= Andy McQuade =

Andy McQuade is a British film and theatre director and writer, residing in LA. Co-founder of defunct Act Provocateur International, he is the recipient of 'Best Theatre Director, 2012' from Fringe Report. Now leading his own company, Second Skin Theatre initially based in Stoke Newington in the London Borough of Hackney, which "promotes new writing and readaptations of classics". McQuade's debut film directing role earned 'Truco' a Bronze Award from IIFA for Best Narrative Short. Second Skin Theatre has nurtured some incredible and emerging talent over the years, guided skilfully by McQuade's genius as theatre and film practitioner.

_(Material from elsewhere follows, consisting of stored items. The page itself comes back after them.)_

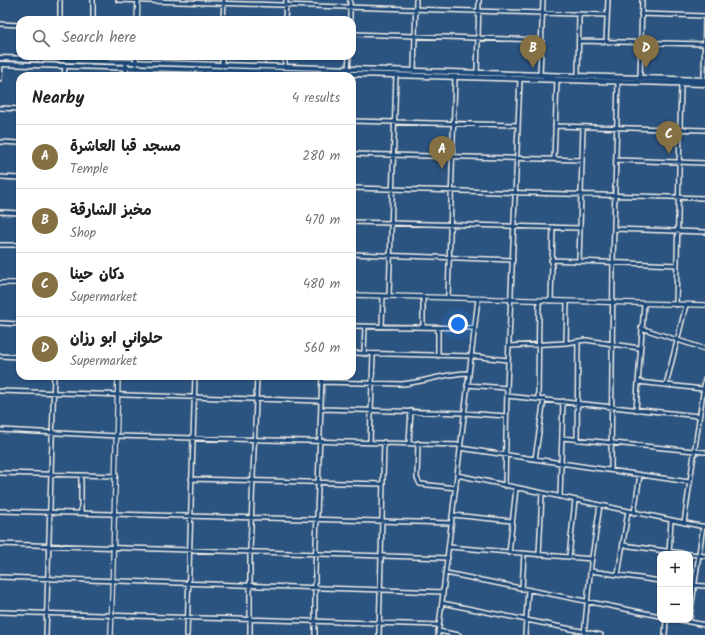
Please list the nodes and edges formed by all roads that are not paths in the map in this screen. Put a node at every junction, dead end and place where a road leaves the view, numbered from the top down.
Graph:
1 (60, 0) edge
2 (93, 0) edge
3 (118, 0) edge
4 (138, 0) edge
5 (286, 0) edge
6 (350, 0) edge
7 (416, 0) edge
8 (479, 0) edge
9 (543, 0) edge
10 (608, 0) edge
11 (642, 0) edge
12 (224, 1) edge
13 (286, 5) junction
14 (350, 6) junction
15 (416, 9) junction
16 (479, 10) junction
17 (543, 12) junction
18 (579, 14) junction
19 (641, 14) junction
20 (607, 15) junction
21 (60, 16) edge
22 (93, 16) edge
23 (137, 16) edge
24 (223, 16) edge
25 (285, 16) edge
26 (350, 16) edge
27 (705, 16) edge
28 (0, 24) edge
29 (16, 25) edge
30 (356, 34) edge
31 (415, 36) junction
32 (477, 39) junction
33 (542, 40) junction
34 (579, 41) junction
35 (606, 42) junction
36 (640, 43) junction
37 (705, 44) edge
38 (0, 58) edge
39 (16, 58) edge
40 (78, 60) edge
41 (136, 60) edge
42 (222, 60) edge
43 (285, 60) edge
44 (349, 60) edge
45 (0, 64) edge
46 (126, 65) junction
47 (65, 66) junction
48 (136, 66) junction
49 (222, 66) junction
50 (285, 67) junction
51 (348, 69) junction
52 (204, 70) joint
53 (305, 70) junction
54 (267, 71) edge
55 (414, 71) junction
56 (64, 72) edge
57 (126, 72) edge
58 (315, 72) edge
59 (356, 75) edge
60 (396, 75) junction
61 (477, 75) junction
62 (540, 75) junction
63 (578, 76) junction
64 (456, 77) junction
65 (640, 78) junction
66 (0, 79) edge
67 (520, 79) junction
68 (557, 80) junction
69 (618, 81) junction
70 (704, 82) edge
71 (682, 83) junction
72 (0, 108) edge
73 (16, 109) edge
74 (356, 120) edge
75 (395, 121) junction
76 (454, 123) junction
77 (518, 125) junction
78 (555, 126) junction
79 (583, 127) junction
80 (618, 128) junction
81 (680, 129) junction
82 (705, 130) edge
83 (0, 142) edge
84 (16, 143) edge
85 (356, 154) edge
86 (394, 155) junction
87 (453, 156) junction
88 (517, 158) junction
89 (554, 159) junction
90 (582, 160) junction
91 (617, 160) junction
92 (679, 163) junction
93 (705, 163) edge
94 (0, 177) edge
95 (16, 178) edge
96 (356, 188) edge
97 (393, 188) junction
98 (452, 191) junction
99 (516, 193) junction
100 (581, 194) junction
101 (615, 195) junction
102 (678, 197) junction
103 (705, 198) edge
104 (0, 212) edge
105 (16, 213) edge
106 (356, 222) edge
107 (392, 223) junction
108 (450, 225) junction
109 (514, 226) junction
110 (553, 227) junction
111 (580, 228) junction
112 (614, 229) junction
113 (678, 231) junction
114 (705, 232) edge
115 (0, 245) edge
116 (16, 245) edge
117 (356, 254) edge
118 (390, 256) junction
119 (449, 258) junction
120 (513, 260) junction
121 (551, 260) junction
122 (579, 261) junction
123 (612, 263) junction
124 (677, 265) junction
125 (0, 283) edge
126 (16, 283) edge
127 (356, 294) edge
128 (383, 296) junction
129 (389, 296) junction
130 (422, 297) junction
131 (448, 297) junction
132 (478, 299) junction
133 (511, 300) junction
134 (539, 300) junction
135 (551, 301) junction
136 (567, 302) junction
137 (612, 303) junction
138 (644, 304) junction
139 (676, 305) junction
140 (686, 305) junction
141 (705, 305) edge
142 (0, 323) edge
143 (16, 324) edge
144 (356, 326) edge
145 (365, 326) junction
146 (382, 326) junction
147 (423, 327) junction
148 (438, 327) junction
149 (474, 328) junction
150 (641, 328) junction
151 (677, 340) junction
152 (578, 341) junction
153 (566, 343) junction
154 (612, 344) junction
155 (539, 345) junction
156 (509, 346) junction
157 (640, 348) junction
158 (705, 349) edge
159 (356, 353) edge
160 (364, 354) junction
161 (373, 354) junction
162 (0, 356) edge
163 (438, 356) junction
164 (471, 356) junction
165 (16, 357) edge
166 (508, 360) junction
167 (468, 373) junction
168 (705, 379) edge
169 (54, 380) edge
170 (118, 380) edge
171 (195, 380) edge
172 (257, 380) edge
173 (322, 382) joint
174 (638, 382) junction
175 (371, 383) junction
176 (666, 385) junction
177 (467, 386) junction
178 (507, 388) junction
179 (703, 389) junction
180 (0, 391) edge
181 (54, 392) junction
182 (118, 395) junction
183 (507, 396) junction
184 (194, 398) junction
185 (538, 399) junction
186 (544, 399) junction
187 (256, 400) junction
188 (321, 401) junction
189 (563, 402) junction
190 (578, 403) junction
191 (612, 407) junction
192 (321, 409) junction
193 (371, 410) junction
194 (636, 410) junction
195 (411, 411) junction
196 (464, 413) junction
197 (506, 416) junction
198 (699, 416) junction
199 (0, 430) edge
200 (52, 432) junction
201 (117, 436) junction
202 (193, 438) junction
203 (562, 438) junction
204 (255, 439) junction
205 (320, 440) junction
206 (577, 440) junction
207 (370, 442) junction
208 (384, 442) junction
209 (410, 442) junction
210 (418, 443) junction
211 (612, 443) junction
212 (460, 446) junction
213 (694, 451) junction
214 (705, 452) edge
215 (505, 454) junction
216 (535, 459) junction
217 (562, 463) junction
218 (610, 470) junction
219 (0, 472) edge
220 (52, 474) junction
221 (81, 475) junction
222 (457, 475) junction
223 (640, 475) junction
224 (116, 476) junction
225 (191, 479) junction
226 (253, 481) junction
227 (689, 482) junction
228 (318, 483) junction
229 (382, 484) junction
230 (505, 486) junction
231 (456, 488) junction
232 (516, 488) junction
233 (542, 493) junction
234 (560, 497) junction
235 (575, 500) junction
236 (600, 505) junction
237 (0, 511) edge
238 (50, 511) junction
239 (628, 511) junction
240 (81, 512) junction
241 (634, 513) junction
242 (114, 514) junction
243 (453, 514) junction
244 (190, 516) junction
245 (251, 518) junction
246 (317, 520) junction
247 (671, 520) junction
248 (512, 521) junction
249 (382, 522) junction
250 (452, 523) junction
251 (684, 523) junction
252 (704, 527) edge
253 (0, 544) edge
254 (49, 545) junction
255 (623, 545) junction
256 (113, 547) junction
257 (449, 547) junction
258 (189, 549) junction
259 (250, 551) junction
260 (658, 551) edge
261 (669, 551) edge
262 (316, 553) junction
263 (509, 553) junction
264 (524, 554) junction
265 (693, 554) edge
266 (539, 555) junction
267 (699, 555) junction
268 (381, 556) junction
269 (705, 556) edge
270 (569, 557) junction
271 (448, 558) junction
272 (592, 559) junction
273 (591, 571) junction
274 (446, 573) junction
275 (618, 575) junction
276 (0, 577) edge
277 (48, 579) junction
278 (112, 581) junction
279 (657, 581) edge
280 (188, 584) junction
281 (694, 585) junction
282 (250, 586) junction
283 (705, 586) edge
284 (314, 588) junction
285 (379, 589) junction
286 (522, 589) junction
287 (528, 590) junction
288 (443, 592) junction
289 (693, 594) edge
290 (588, 602) junction
291 (442, 603) junction
292 (0, 612) edge
293 (46, 614) junction
294 (657, 615) edge
295 (111, 616) junction
296 (187, 618) junction
297 (249, 619) junction
298 (315, 620) junction
299 (524, 620) junction
300 (693, 621) edge
301 (378, 623) junction
302 (666, 623) edge
303 (439, 625) junction
304 (705, 625) edge
305 (438, 633) edge
306 (584, 633) edge
307 (46, 635) edge
308 (111, 635) edge
309 (187, 635) edge
310 (250, 635) edge
311 (315, 635) edge
312 (379, 635) edge
313 (459, 635) edge
314 (525, 635) edge
315 (601, 635) edge
316 (665, 635) edge

1 - 21 street
2 - 22 street
3 - 4 street
4 - 12 street
4 - 23 street
5 - 13 street
6 - 14 street
7 - 15 street
8 - 16 street
9 - 17 street
10 - 20 street
11 - 19 street
12 - 13 street
12 - 24 street
13 - 14 street
13 - 25 street
14 - 15 street
14 - 26 street
15 - 16 street
15 - 31 street
16 - 17 street
16 - 32 street
17 - 18 street
17 - 33 street
18 - 20 street
18 - 34 street
19 - 27 street
19 - 36 street
20 - 35 street
27 - 37 street
28 - 29 street
30 - 31 street
31 - 32 street
31 - 55 street
32 - 33 street
32 - 61 street
33 - 62 street
34 - 35 street
34 - 63 street
35 - 36 street
36 - 37 street
36 - 65 street
37 - 70 street
38 - 39 main road
40 - 46 main road
41 - 48 street
42 - 49 street
43 - 50 street
44 - 51 street
45 - 47 main road
45 - 66 street
46 - 47 main road
46 - 48 main road
46 - 57 street
47 - 56 street
48 - 49 main road
48 - 52 main road
49 - 54 main road
50 - 53 main road
50 - 54 main road
51 - 53 main road
51 - 55 main road
52 - 54 main road
53 - 54 main road
53 - 58 main road
55 - 61 main road
59 - 60 main road
60 - 64 main road
60 - 75 street
61 - 62 main road
61 - 64 main road
61 - 67 main road
62 - 63 main road
63 - 65 main road
64 - 76 street
65 - 70 main road
67 - 68 main road
67 - 77 street
68 - 69 main road
68 - 78 street
69 - 71 main road
69 - 80 street
70 - 71 main road
71 - 81 street
72 - 73 street
74 - 75 street
75 - 76 street
75 - 86 street
76 - 77 street
76 - 87 street
77 - 88 street
78 - 79 street
78 - 89 street
79 - 80 street
79 - 90 street
80 - 81 street
80 - 91 street
81 - 82 street
81 - 92 street
83 - 84 street
85 - 86 street
86 - 87 street
86 - 97 street
87 - 88 street
87 - 98 street
88 - 89 street
88 - 99 street
89 - 90 street
90 - 100 street
91 - 92 street
91 - 101 street
92 - 93 street
92 - 102 street
94 - 95 street
96 - 97 street
97 - 98 street
97 - 107 street
98 - 99 street
98 - 108 street
99 - 100 street
99 - 109 street
100 - 101 street
100 - 111 street
101 - 102 street
101 - 112 street
102 - 103 street
102 - 113 street
104 - 105 street
106 - 107 street
107 - 108 street
107 - 118 street
108 - 109 street
108 - 119 street
109 - 110 street
109 - 120 street
110 - 111 street
110 - 121 street
111 - 122 street
112 - 113 street
112 - 123 street
113 - 114 street
113 - 124 street
115 - 116 street
117 - 118 street
118 - 119 street
118 - 129 street
119 - 120 street
119 - 131 street
120 - 133 street
121 - 122 street
121 - 135 street
122 - 123 street
123 - 124 street
123 - 137 street
124 - 139 street
125 - 126 street
127 - 128 street
128 - 129 street
128 - 146 street
129 - 130 street
130 - 131 street
130 - 147 street
131 - 132 street
132 - 133 street
132 - 149 street
133 - 134 street
133 - 156 street
134 - 135 street
134 - 155 street
135 - 136 street
136 - 137 street
136 - 153 street
137 - 138 street
137 - 154 street
138 - 139 street
138 - 150 street
139 - 140 street
140 - 141 street
140 - 151 street
142 - 143 street
144 - 145 street
145 - 146 street
145 - 160 street
146 - 147 street
147 - 148 street
148 - 149 street
148 - 163 street
149 - 164 street
150 - 151 street
150 - 157 street
151 - 158 street
151 - 176 street
152 - 153 street
152 - 154 street
152 - 190 street
153 - 155 street
154 - 157 street
154 - 191 street
155 - 156 street
155 - 185 street
156 - 166 street
157 - 174 street
159 - 160 street
160 - 161 street
161 - 163 street
161 - 175 street
162 - 165 street
163 - 164 street
164 - 166 street
164 - 167 street
166 - 178 street
167 - 175 street
167 - 177 street
168 - 179 street
169 - 181 street
170 - 182 street
171 - 184 street
172 - 187 street
173 - 175 street
173 - 188 street
174 - 176 street
174 - 194 street
175 - 193 street
176 - 179 street
177 - 178 street
177 - 196 street
178 - 183 street
179 - 198 street
180 - 181 street
181 - 182 street
181 - 200 street
182 - 184 street
182 - 201 street
183 - 185 street
183 - 197 street
184 - 187 street
184 - 202 street
185 - 186 street
186 - 189 street
186 - 216 street
187 - 188 street
187 - 204 street
188 - 192 street
189 - 190 street
189 - 203 street
190 - 191 street
190 - 206 street
191 - 194 street
191 - 211 street
192 - 193 street
192 - 205 street
193 - 195 street
193 - 207 street
194 - 198 street
195 - 196 street
195 - 209 street
196 - 197 street
196 - 212 street
197 - 215 street
198 - 213 street
199 - 200 street
200 - 201 street
200 - 220 street
201 - 202 street
201 - 224 street
202 - 204 street
202 - 225 street
203 - 206 street
203 - 217 street
204 - 205 street
204 - 226 street
205 - 207 street
205 - 228 street
206 - 211 street
207 - 208 street
208 - 209 street
208 - 229 street
209 - 210 street
210 - 212 street
210 - 231 street
211 - 213 street
211 - 218 street
212 - 215 street
212 - 222 street
213 - 214 street
213 - 227 street
215 - 216 street
215 - 230 street
216 - 217 street
217 - 218 street
217 - 234 street
218 - 223 street
219 - 220 street
220 - 221 street
220 - 238 street
221 - 224 street
221 - 240 street
222 - 230 street
222 - 231 street
223 - 227 street
223 - 241 street
224 - 242 street
225 - 226 street
225 - 244 street
226 - 228 street
226 - 245 street
227 - 251 street
228 - 229 street
228 - 246 street
229 - 249 street
230 - 232 street
231 - 243 street
232 - 233 street
232 - 248 street
233 - 234 street
233 - 266 street
234 - 235 street
235 - 236 street
235 - 270 street
236 - 239 street
236 - 272 street
237 - 238 street
238 - 240 street
238 - 254 street
239 - 241 street
239 - 255 street
240 - 242 street
241 - 247 street
242 - 244 street
242 - 256 street
243 - 248 street
243 - 250 street
244 - 245 street
244 - 258 street
245 - 246 street
245 - 259 street
246 - 249 street
246 - 262 street
247 - 251 street
247 - 261 street
248 - 263 street
249 - 250 street
249 - 268 street
250 - 257 street
251 - 252 street
252 - 267 street
253 - 254 street
254 - 256 street
254 - 277 street
255 - 260 street
255 - 275 street
256 - 258 street
256 - 278 street
257 - 263 street
257 - 271 street
258 - 259 street
258 - 280 street
259 - 262 street
259 - 282 street
262 - 268 street
262 - 284 street
263 - 264 street
264 - 266 street
264 - 286 street
265 - 267 street
266 - 270 street
267 - 269 street
267 - 281 street
268 - 271 street
268 - 285 street
270 - 272 street
271 - 274 street
272 - 273 street
273 - 275 street
273 - 290 street
274 - 286 street
274 - 288 street
275 - 279 street
276 - 277 street
277 - 278 street
277 - 293 street
278 - 280 street
278 - 295 street
280 - 282 street
280 - 296 street
281 - 283 street
281 - 289 street
282 - 284 street
282 - 297 street
284 - 285 street
284 - 298 street
285 - 288 street
285 - 301 street
286 - 287 street
287 - 290 street
287 - 299 street
288 - 291 street
290 - 294 street
290 - 306 street
291 - 299 street
291 - 303 street
292 - 293 street
293 - 295 street
293 - 307 street
295 - 296 street
295 - 308 street
296 - 297 street
296 - 309 street
297 - 298 street
297 - 310 street
298 - 301 street
298 - 311 street
299 - 306 street
299 - 314 street
300 - 304 street
301 - 303 street
301 - 312 street
302 - 316 street
303 - 305 street
305 - 313 street
306 - 315 street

He was appointed to the judging panel of UK Webfest 2017, principally hosted at the Prince Charles Theatre, London, UK, with additional screenings in Manchester, Bath and Birmingham, UK. (McQuade has worked with many actors and producers on the London fringe and now works in Los Angeles). The annual awards recognise industry talent both in the UK and worldwide in the field of Best Web-based narrative dramas. Other notables on the panel include BAFTA winner Sophie Venner (Room 8) and BAFTA Nominee Benjamin Johns (Candy Bar Kid).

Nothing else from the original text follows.